What are fungal infections?


Types of Fungus

The term “fungus” is a general one for plantlike organisms that do not produce their own food through photosynthesis but live as heterotrophs, absorbing complex carbon compounds from other living or dead organisms. Fungi were formerly classified in the plant kingdom (together with bacteria, all algae, mosses, and green plants); more recently, biologists have realized that there are fundamental differences in cell structure and organization separating the lower plants into a number of groups that merit recognition as kingdoms. Fungi differ from bacteria and actinomycetes in being eukaryotic, that is, in having an organized nucleus with chromosomes within the cell. One division of fungi, which is believed to be distantly related to certain aquatic algae, has spores that swim by means of flagella. These water molds include pathogens of fish and aquatic insect larvae and a few economically important plant pathogens, but none have yet been recorded as causing a defined, nonopportunistic human disease. The other division of fungi lacks flagellated spores at any stage in its
life cycle. It encompasses most familiar fungi, including molds, mushrooms, yeasts, wood-rotting fungi, leaf spots, and all fungi reliably reported to cause disease in humans.




Fungi that lack flagellated stages in their life cycles are further divided into three classes and one form-class according to the manner in which the spores are produced. The first of these, the Zygomycetes (for example Rhizopus, the black bread mold), produce thick-walled, solitary sexual spores as a result of hyphal fusion; they are a diverse assemblage including many parasites of insects. Species in the genus
Mucor cause a rare, fulminating, rapidly fatal systemic disease called mucormycosis, generally in acidotic diabetic patients. The Basidiomycetes, characterized by the production of sexual spores externally on a club-shaped structure called a basidium, include mushrooms, plant rusts (such as stem rust of wheat), and most wood-rotting fungi. There is one important basidiomycetous human pathogen (Filobasidiella neoformans) and a few confirmed opportunists. The Ascomycetes, including most yeasts and lichens, many plant pathogens (such as Dutch elm disease and chestnut blight), and a great diversity of saprophytes growing on wood and herbaceous material, produce sexual spores
in a saclike structure called an ascus. One ascomycete, Piedraia nigra, regularly produces its characteristic fruiting bodies on its human host; others do so in culture. In addition, there is a form-class Deuteromycetes consisting of fungi that produce only asexual spores. Most are suspected of being stages in the life cycle of Ascomycetes, but some are Basidiomycetes or are of uncertain affinity. Human pathogens, at least as they occur on the host or in typical laboratory culture, are mostly Deuteromycetes.

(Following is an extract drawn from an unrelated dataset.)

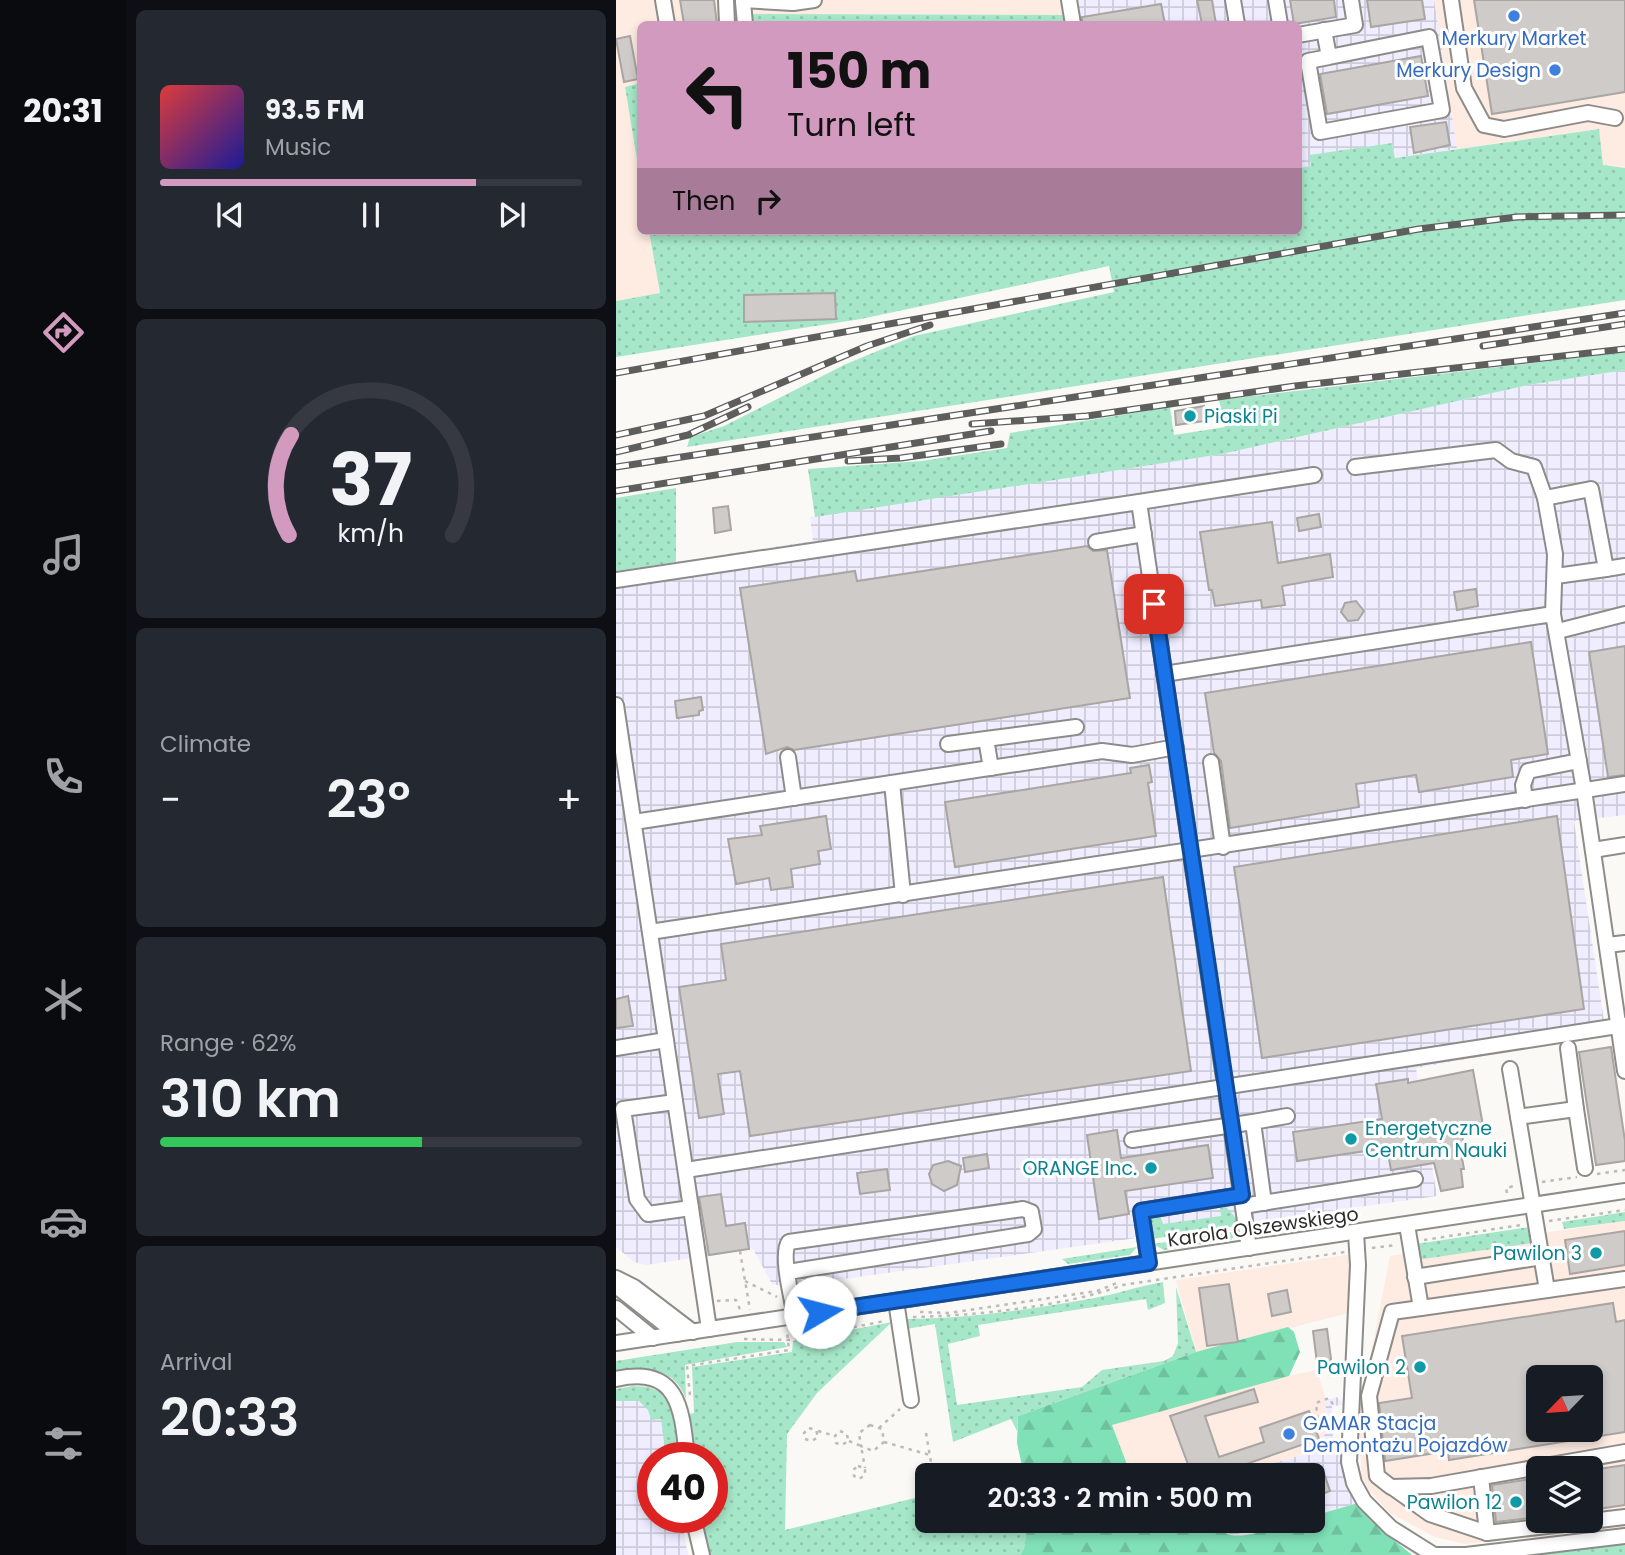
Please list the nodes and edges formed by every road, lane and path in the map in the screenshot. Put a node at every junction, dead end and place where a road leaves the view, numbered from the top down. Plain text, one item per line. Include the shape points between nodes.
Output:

Medical mycology (the study of fungi) would occupy only a single chapter in a book on the relationship of fungi to human affairs. Relatively few fungi have become adapted to living as parasites of human (or even mammalian) hosts, and of these, the most common ones cause superficial and cutaneous mycoses (fungal infections) with annoying but scarcely life-threatening effects. Serious fungal diseases are mercifully rare among people with normally functioning immune systems.

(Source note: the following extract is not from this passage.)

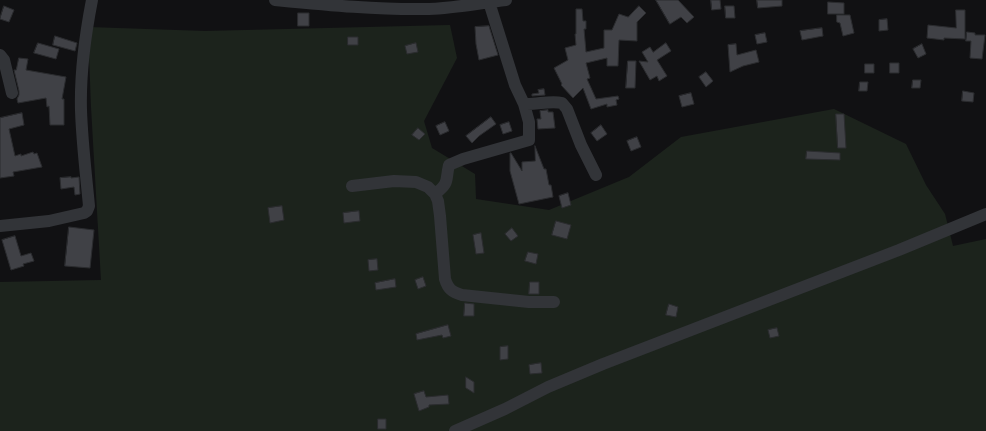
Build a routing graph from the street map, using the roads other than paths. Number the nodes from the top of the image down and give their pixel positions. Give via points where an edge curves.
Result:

The majority of fungi are directly dependent on green plants as parasites, as symbionts living in a mutually beneficial association with a plant, or as saprophytes on dead plant material. One large, successful group of Ascomycetes lives in symbiotic association with algae, forming lichens. Fungi play a critical ecological role in maintaining stable plant communities. As plant pathogens, they cause serious economic loss, leading in extreme cases to famine. The ability of saprophytic fungi to transform chemically the substrate on which they are growing has been exploited by the brewing industry since antiquity and has been expanded to other industrial processes. Penicillin, other
antibiotics, and some vitamins are extracted from fungi, which produce a vast array of complex organic compounds whose potential is only beginning to be explored and which constitutes a fertile field for those interested in genetic engineering.


This same chemical diversity and complexity also enable fungi to produce mycotoxins—chemicals that have an adverse effect on humans and animals. Saprophytic fungi growing on improperly stored food are a troublesome source of toxic compounds, some of which are carcinogenic. The old adage that “a little mold won’t hurt you” is true in the sense that common molds do not cause acute illness when ingested, but it is poor advice in terms of long-term health.


A mycotoxicity problem of considerable medical and veterinary interest is posed by Ascomycetes of the order Clavicipitaceae, which are widespread on grasses. Some species of grasses routinely harbor systemic, asymptomatic infections by these fungi, which produce compounds toxic to animals that graze on them. From the point of view of the grass, the relationship is symbiotic, since it discourages grazing; from the point of view of range management, the relationship is deleterious to stock. Claviceps purpurea, a pathogen of rye, causes a condition known as ergotism in humans, with symptoms including miscarriage, vascular constriction leading to gangrene of the limbs, and hallucinations. Outbreaks of hallucinatory ergotism are thought by some authors to be responsible for some of the more spectacular perceptions of witchcraft in premodern times. Better control of plant disease and a decreased reliance on rye as a staple grain have virtually eliminated ergotism as a human disease in the twentieth century.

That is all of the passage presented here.